My most recent exasperating experience has been with the container which holds one enormous roll. I have made many delicate attempts to coax some paper off these rolls, but consider myself fortunate if I end up with one tiny square which has been surrendered ungraciously by the roll turning very slightly upon itself. Therein lies the problem. One giant roll is too heavy, mate. The remains of other people’s less delicate attempts are to be found all over the floor again. I fear these contraptions are vulnerable to assault in the near future – but don’t look at me!

Do you agree? Do public toilet paper dispensers piss you off? Tell us what you think should replace them below!

Jan Carroll

Jan is the Grand-daughter of E.J. Carroll who produced most of the early silent Australian films: On Our Selection, The Sentimental Bloke, The Man from Kangaroo, For the Term of his Natural Life and others. She spent most of her childhood in theatres watching stage shows and movies over and over again, and would skip down the street after singing or whistling all the songs! She has written a book “She is Heavy – She’s my Mother”. Jan is always writing and has letters published in The Sydney Morning Herald every now and then. She has also written a little pocket book, Pardon?! Which quotes things she has heard which sound ridiculous!

  1. Yes we do public toilet paper is horrible , it has no absorbency and it is either stuck in the despencer or non- existant, which is why l always keep my own in my bag. Might be a little OCD but at least lam not going to get caught out. Cheers.

    4 REPLY
    • Nothing worse than going into the loo and finding no paper Lily as you no doubt have found out. Anyway another reason for taking your own you never know whos been there before you. Lol

  2. Always carry my own

    1 REPLY
    • They put thin paper in thinking they are saving money but in the end, as you say, we use more so no saving in the long run. I also find it icky, Some people hold the T paper in one hand while they tear the paper off with the other hand. I don’t want to use ppaer that someone else has handled. I tear that piece of and drop it on the floor. If a little old lady can tear the paper off so can everyone else.

      1 REPLY
      • You are a dirty litterbug.Rip it off by all means but drop it in the toilet.I can imagine what your house looks like if that is your idea of being tidy.What a dirty pig you must be.

  3. The dunny roll saga continues. We live in hope that one day in the not too distant future a genius is born. His/her destiny in life will be to invent a toilet roll dispenser that satisfies the need of all. This will not be an easy task, as for centuries mankind has struggled to cope with the monster that is the toilet roll dispenser.
    This raises another of life’s little mysteries; Do you fold or do you scrunch once sufficient paper has been extracted from the jaws of the dispenser? There are problems to be solved and vital decisions to be made. But one thing is for sure; a dispenser with toilet rolls in it is far less annoying than a dispenser with no bloody paper in it.

    1 REPLY
    • Sunday morning…..thanks for the article….thanks for Rods reply …..just had my first smile for the day.
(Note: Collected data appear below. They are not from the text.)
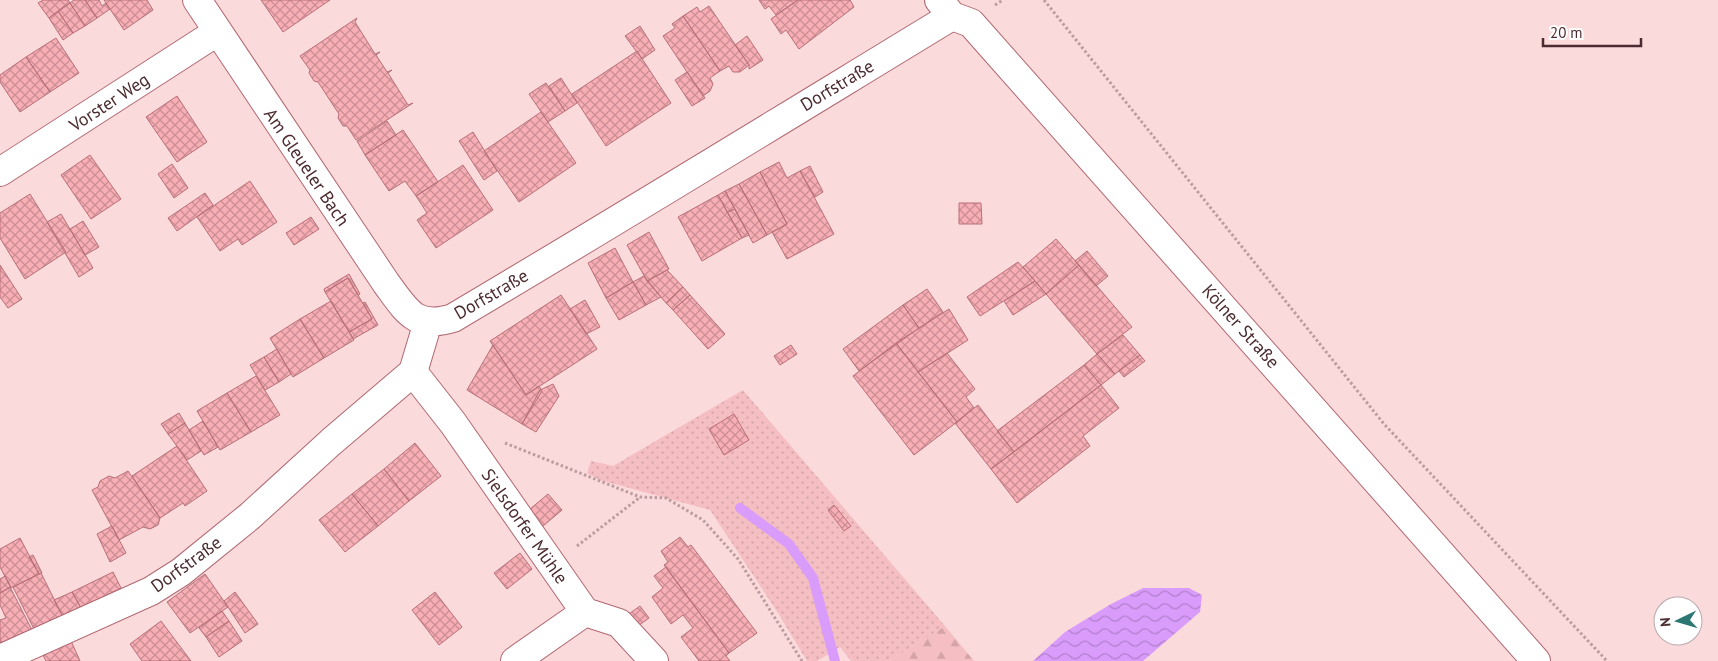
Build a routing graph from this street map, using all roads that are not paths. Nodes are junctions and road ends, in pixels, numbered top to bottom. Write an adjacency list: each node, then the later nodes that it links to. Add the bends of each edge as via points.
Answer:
1 (197, 0): 3 (street, Am Gleueler Bach)
2 (946, 8): 5 (street, Dorfstraße, via 800,107 655,198 453,318); 11 (street, Kölner Straße, via 971,23)
3 (217, 32): 4 (street, Vorster Weg); 5 (street, Am Gleueler Bach, via 386,283 410,314)
4 (0, 172)
5 (428, 322): 6 (street)
6 (413, 372): 7 (street, Sielsdorfer Mühle, via 453,423); 8 (street, Dorfstraße, via 250,516 181,572 151,591)
7 (585, 612): 9 (street); 10 (street, via 619,623)
8 (0, 659)
9 (514, 661)
10 (654, 661)
11 (1536, 661)

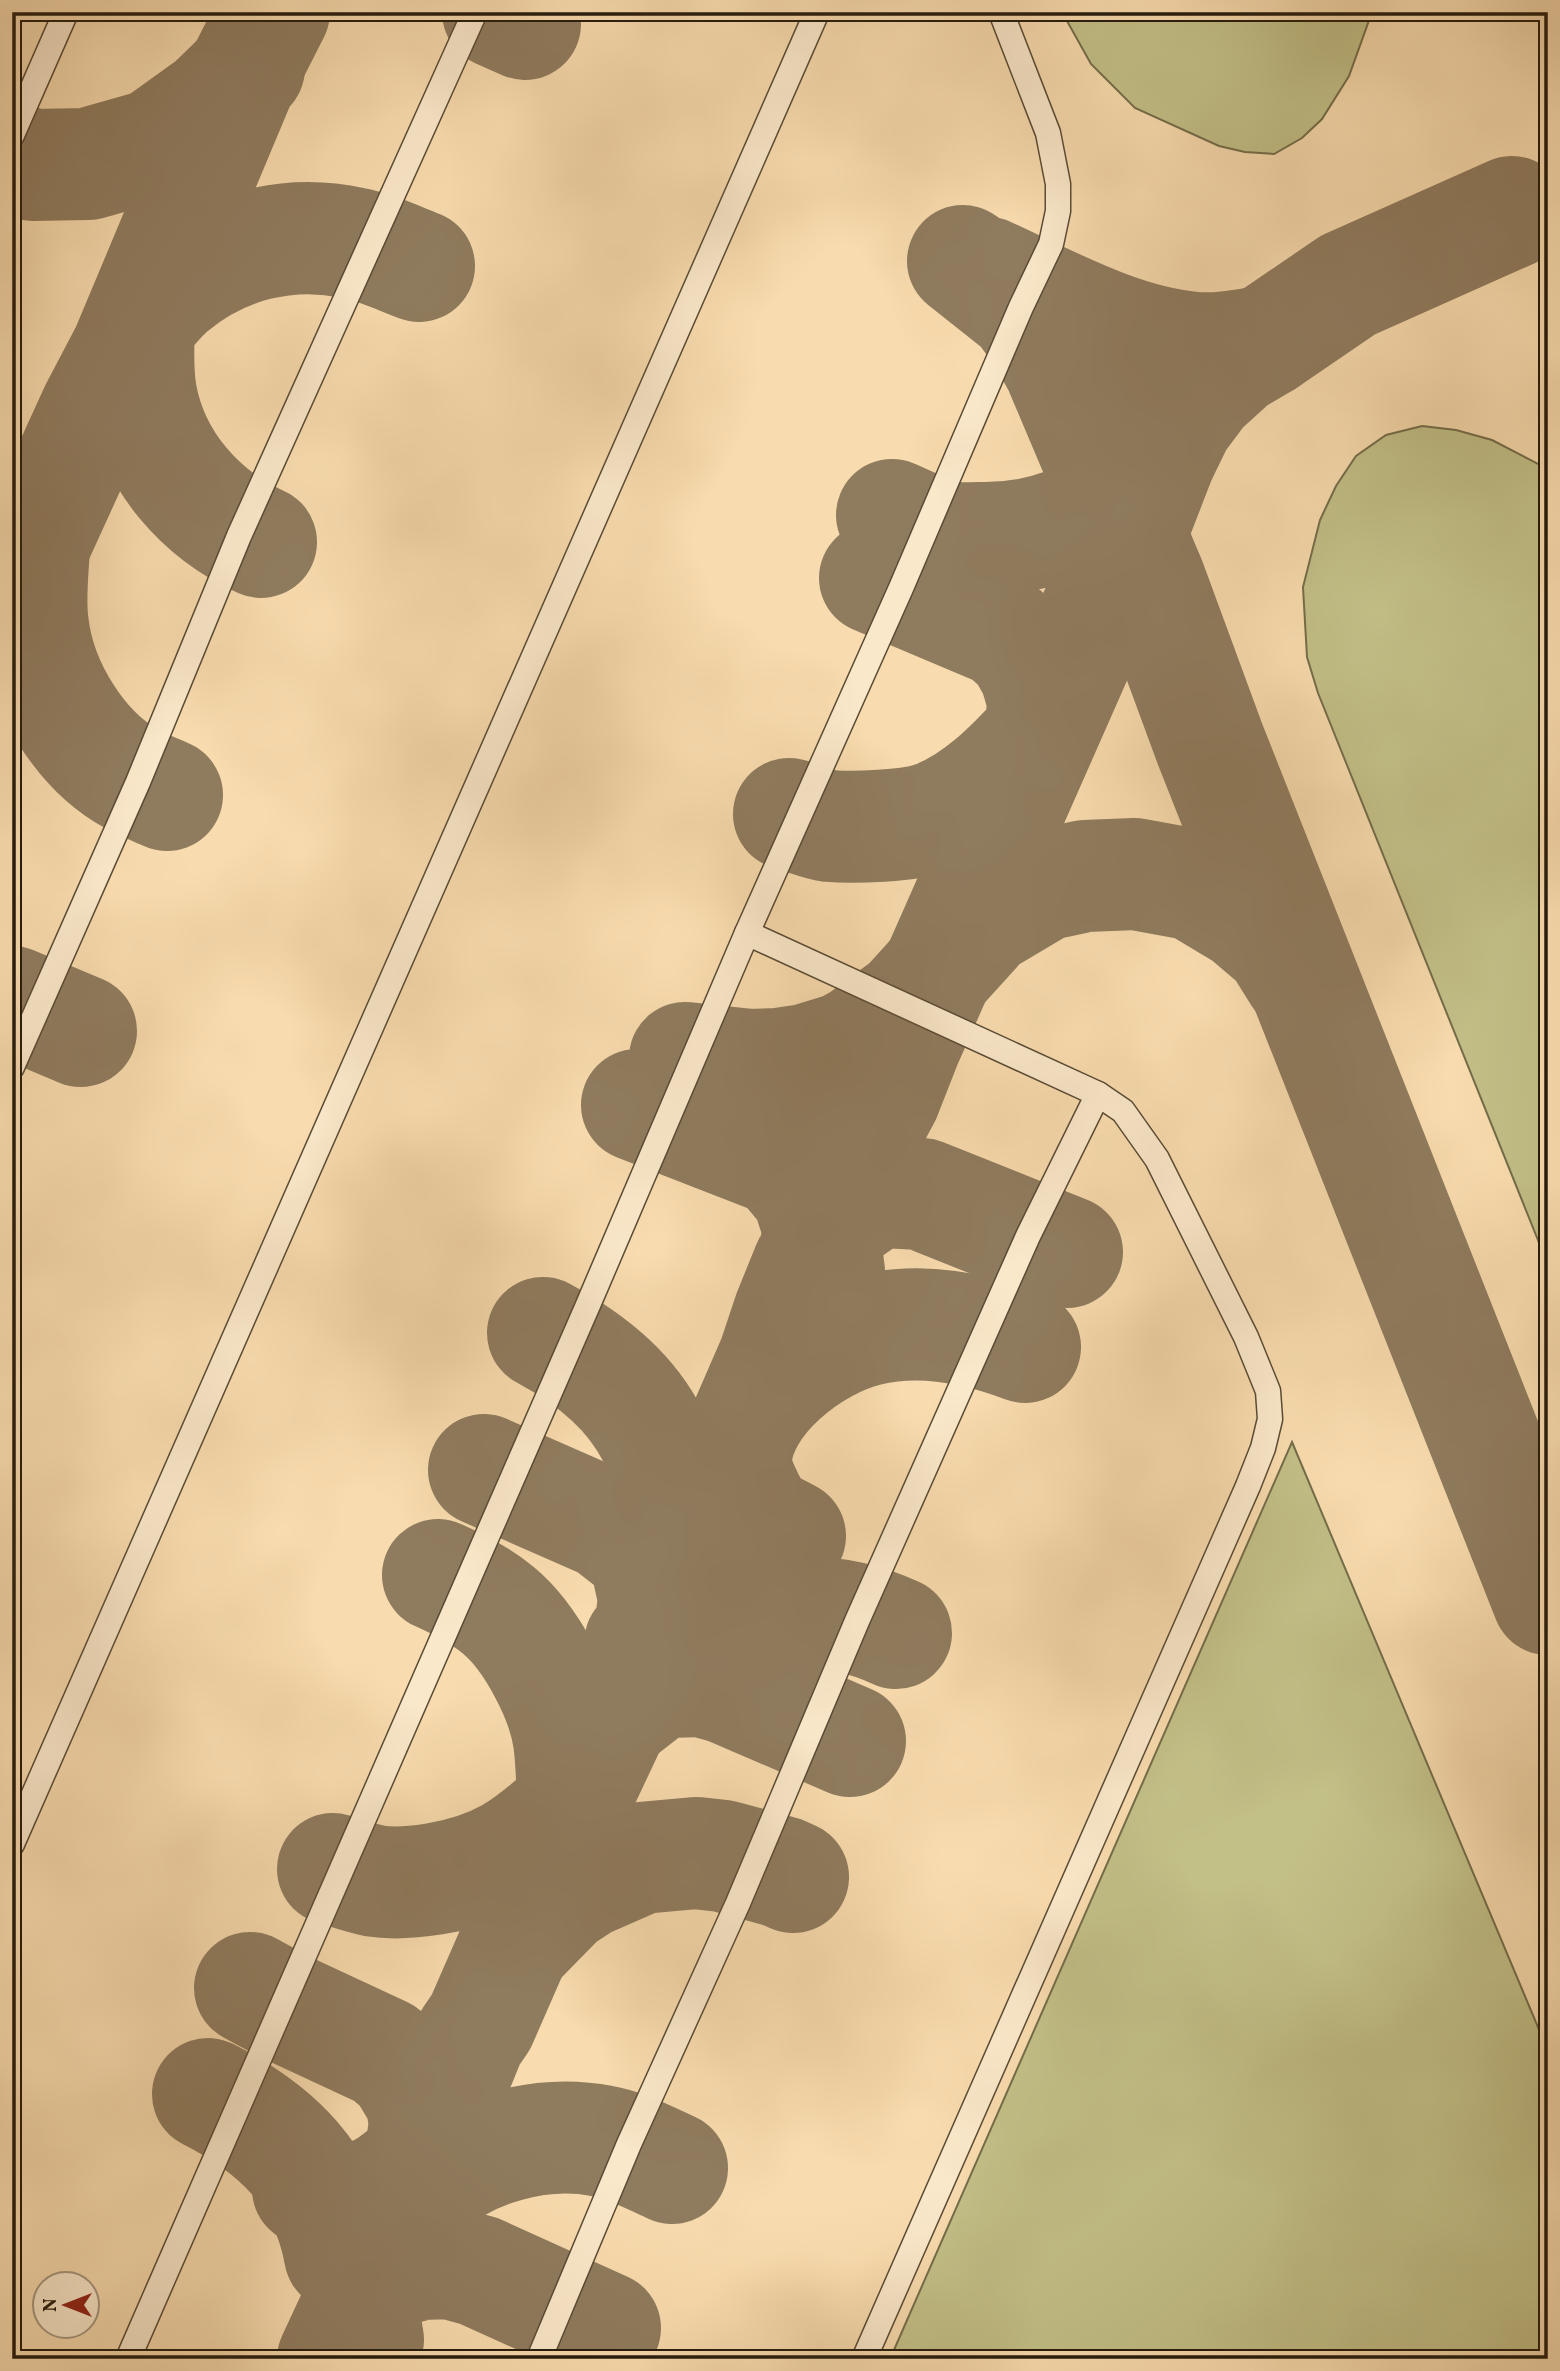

  4. I so agree. Also the paper is so thin that if it actually rolls out you need three times as much.

  5. This is really a first world problem , and pretty low down on the list at that. But well written!

    1 REPLY
    • Been in third world toilets ( or where ever the locals went) At least I knew what the norm was in those places. A clean, basic toilet setup is such a boon for everyone. From the little ones to pregnant mums (desperate to relieve the painful pressure) to the disabled and the elderly. lets not forget all those taking the dreaded fluid pills either. Nothing wrong with respecting the dignity of folk by making access to, what is a very basic need, clean and effective.